MISS. CODE ANN. §§ 25-61-1, et seq.
On January 16, 2013, the Sun Herald filed suit in the Chancery Court of Harrison County, Mississippi, to compel disclosure of the documents. A trial was held on October 30-31, 2013. The Chancery Court provided a bench ruling that the documents in question were not exempt from the Public Records Act. It ordered the State Auditor to return the records to DMR and ordered DMR to then comply with the Sun Herald's public records request.
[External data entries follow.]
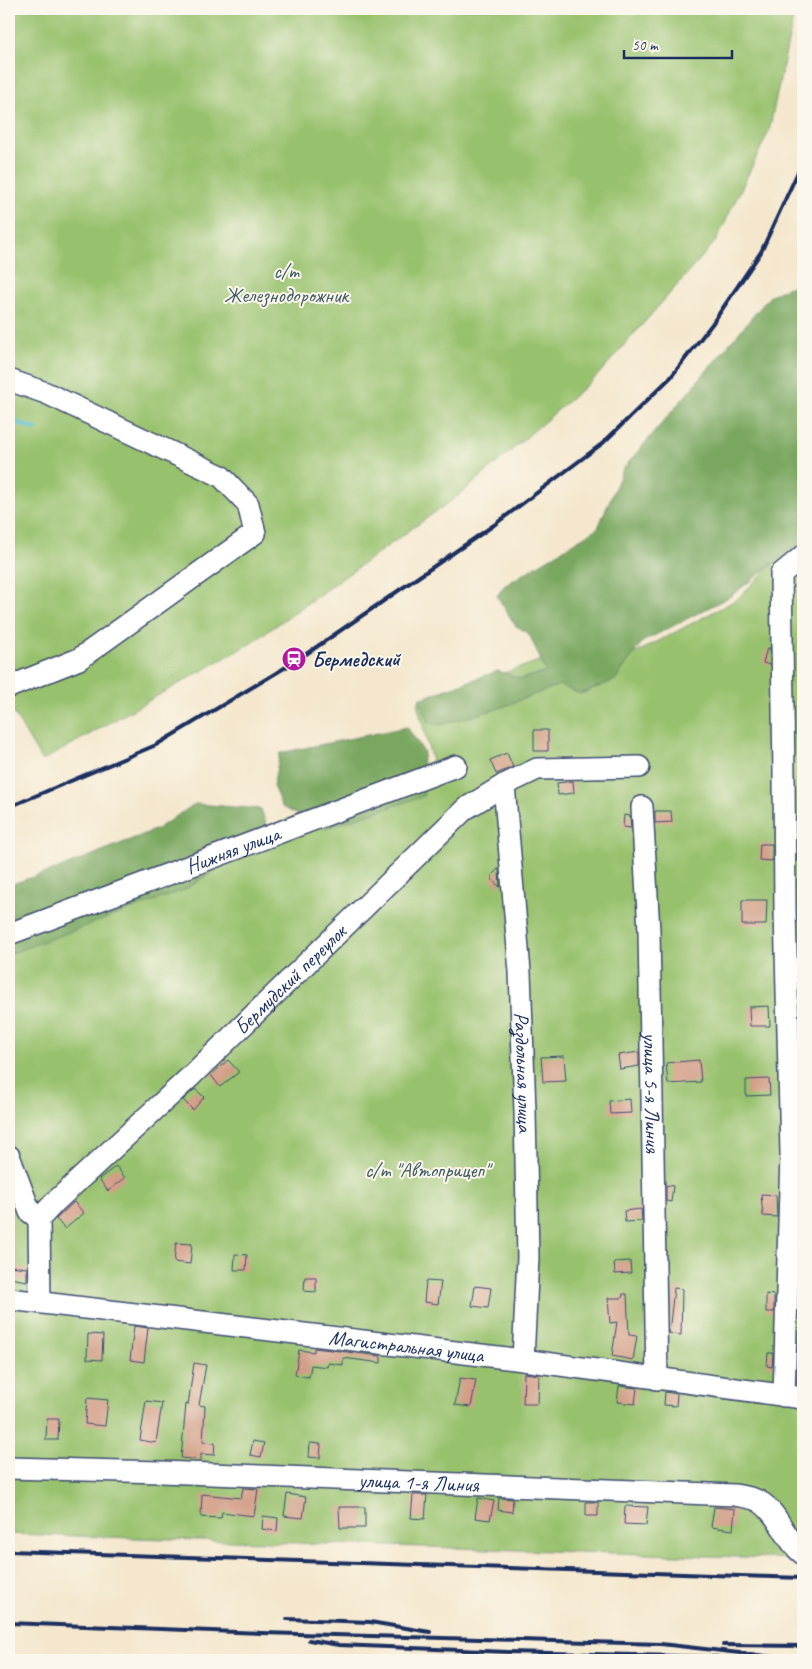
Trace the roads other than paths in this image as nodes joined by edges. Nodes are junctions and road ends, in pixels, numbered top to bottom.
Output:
1 (9, 380) edge
2 (803, 556) edge
3 (9, 686) edge
4 (456, 766) dead end
5 (639, 767) dead end
6 (504, 784) junction
7 (642, 807) dead end
8 (9, 934) edge
9 (9, 1156) edge
10 (39, 1219) junction
11 (9, 1299) edge
12 (40, 1302) junction
13 (523, 1360) junction
14 (657, 1379) junction
15 (794, 1397) edge
16 (9, 1468) edge
17 (803, 1554) edge

1 - 3 street
2 - 15 street
4 - 8 street, Нижняя улица
5 - 6 street, Бермудский переулок
6 - 10 street, Бермудский переулок
6 - 13 street, Раздольная улица
7 - 14 street, улица 5-я Линия
9 - 10 street
10 - 12 street
11 - 12 street, Магистральная улица
12 - 13 street, Магистральная улица
13 - 14 street, Магистральная улица
14 - 15 street, Магистральная улица
16 - 17 street, улица 1-я Линия

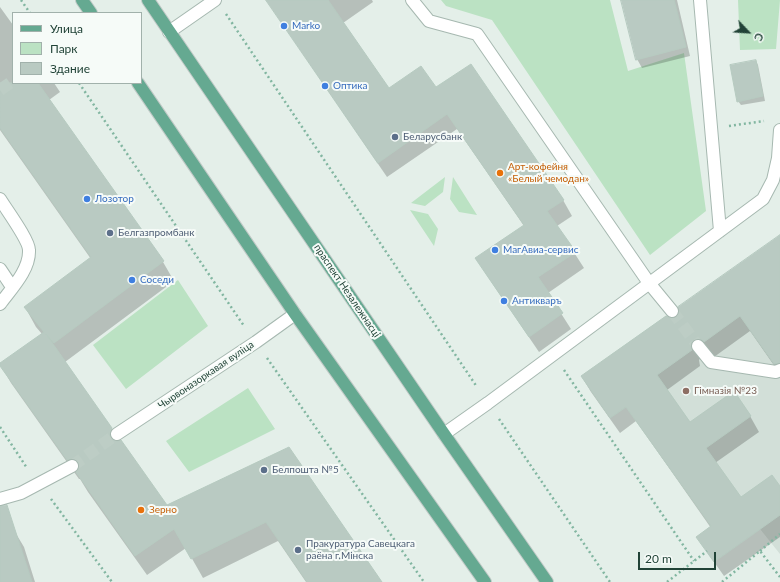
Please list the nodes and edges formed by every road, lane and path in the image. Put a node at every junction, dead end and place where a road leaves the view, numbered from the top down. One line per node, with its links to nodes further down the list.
1 (21, 0): 7 (path)
2 (82, 0): 8 (main road)
3 (148, 0): 10 (main road, праспект Незалежнасці)
4 (215, 0): 10 (street)
5 (412, 0): 19 (street)
6 (700, 0): 13 (street)
7 (29, 12)
8 (90, 12)
9 (226, 13): 27 (path)
10 (169, 32): 30 (main road, праспект Незалежнасці)
11 (139, 84): 23 (main road)
12 (765, 120): 13 (path)
13 (711, 128): 17 (street)
14 (780, 130): 15 (street)
15 (779, 158): 17 (street)
16 (0, 198): 20 (street)
17 (720, 231): 19 (street)
18 (0, 269): 20 (street)
19 (649, 283): 22 (street); 25 (street)
20 (12, 287): 21 (street)
21 (0, 304)
22 (672, 311)
23 (295, 314): 29 (street, Чырвоназоркавая вуліца); 40 (main road)
24 (698, 346): 26 (street)
25 (553, 355): 27 (street); 37 (path)
26 (780, 370)
27 (488, 403): 30 (street); 42 (path)
28 (0, 427): 32 (path)
29 (117, 434)
30 (444, 434): 41 (main road, праспект Незалежнасці)
31 (72, 466): 32 (street)
32 (40, 483): 33 (street); 39 (path)
33 (0, 499)
34 (780, 534): 36 (path)
35 (706, 551): 37 (path)
36 (760, 551): 38 (path); 44 (path)
37 (694, 561): 43 (path)
38 (780, 577)
39 (112, 582)
40 (485, 582)
41 (547, 582)
42 (610, 582)
43 (667, 582)
44 (722, 582)

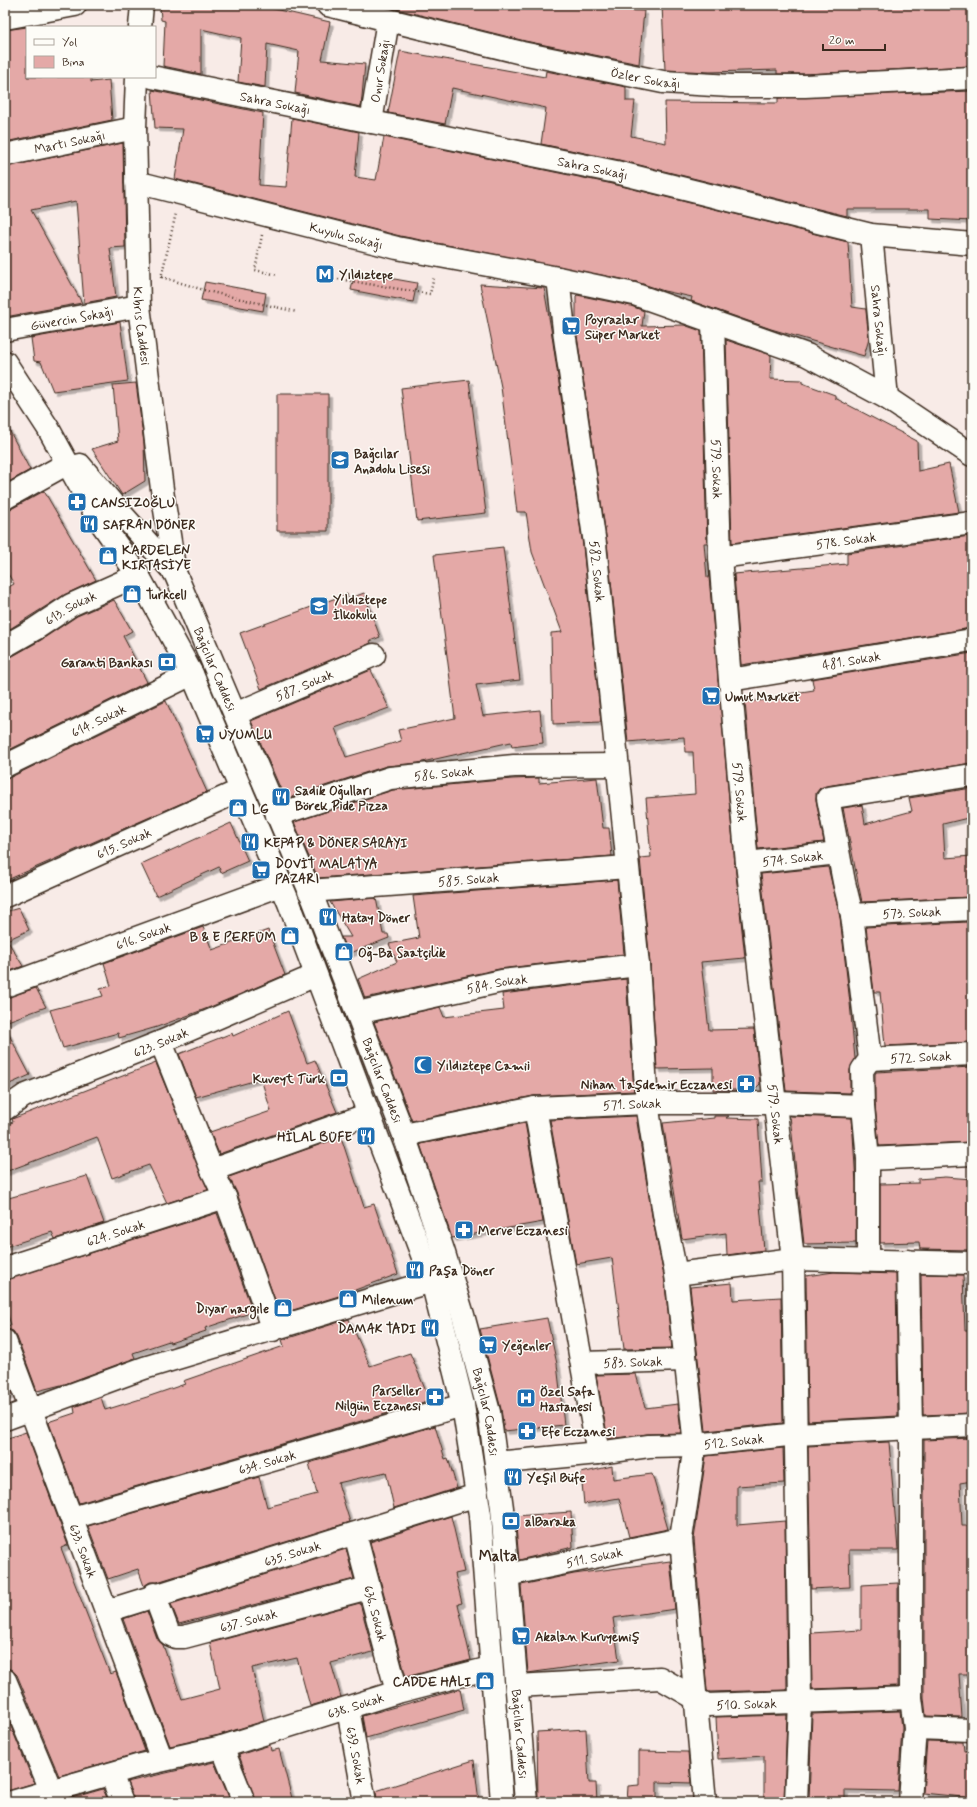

On November 4, 2013, this Court's Clerk issued a subpoena at the request of the United States Attorney's office, ordering the State Auditor to deliver the DMR records to the federal grand jury in Jackson, Mississippi, by 9:00 a.m. on November 5, 2013. A representative of the Attorney General for the State of Mississippi notified the Chancery Court of the subpoena after 5:00 p.m. on November 4, 2013. Later that night, the Chancery Court entered an order directing the State Auditor to deliver the DMR records to the Chancery Court by 9:00 a.m. on November 5, 2013. The next morning, the Attorney General's office notified the Chancery Court that the documents had already been taken to the federal grand jury. Proceedings to hold the State Auditor in contempt are ongoing in the Chancery Court.
On December 5, 2013, the State Auditor filed a Motion to Authorize the Release of Records [62], seeking this Court's permission to disclose the DMR records subject to the federal grand jury subpoena. The Court held a teleconference on December 6, 2013, and counsel for the United States, the Defendants, the State Auditor, and the Sun Herald participated. The Court provided the interested parties with broad direction as to the issues that could be relevant to the motion, and it set a deadline for briefing.
Only the State Auditor and the United States filed briefs. Predictably, the United States opposed disclosure of the records. Counsel for Defendants William Walker, Scott Walker, and Sheila Shumate all notified the Court via e-mail that their clients adopted the Government's position. Defendant Zeigler's counsel stated during the Court's teleconference that Zeigler had no position on the issue.
II. DISCUSSION
The relevant sections of Rule 6(e) provide:
(2) Secrecy.FED. R. CRIM. P. 6(e)(2)-(3).
(A) No obligation of secrecy may be imposed on any person except in accordance with Rule 6(e)(2)(B).(3) Exceptions.
(B) Unless these rules provide otherwise, the following persons must not disclose a matter occurring before the grand jury:
* * *
(vii) a person to whom disclosure is made under Rule 6(e)(3)(A)(ii) or (iii).
* * *
(E) The court may authorize disclosure - at a time, in a manner, and subject to any other conditions that it directs - of a grand-jury matter:
(i) preliminarily to or in connection with a judicial proceeding . . . .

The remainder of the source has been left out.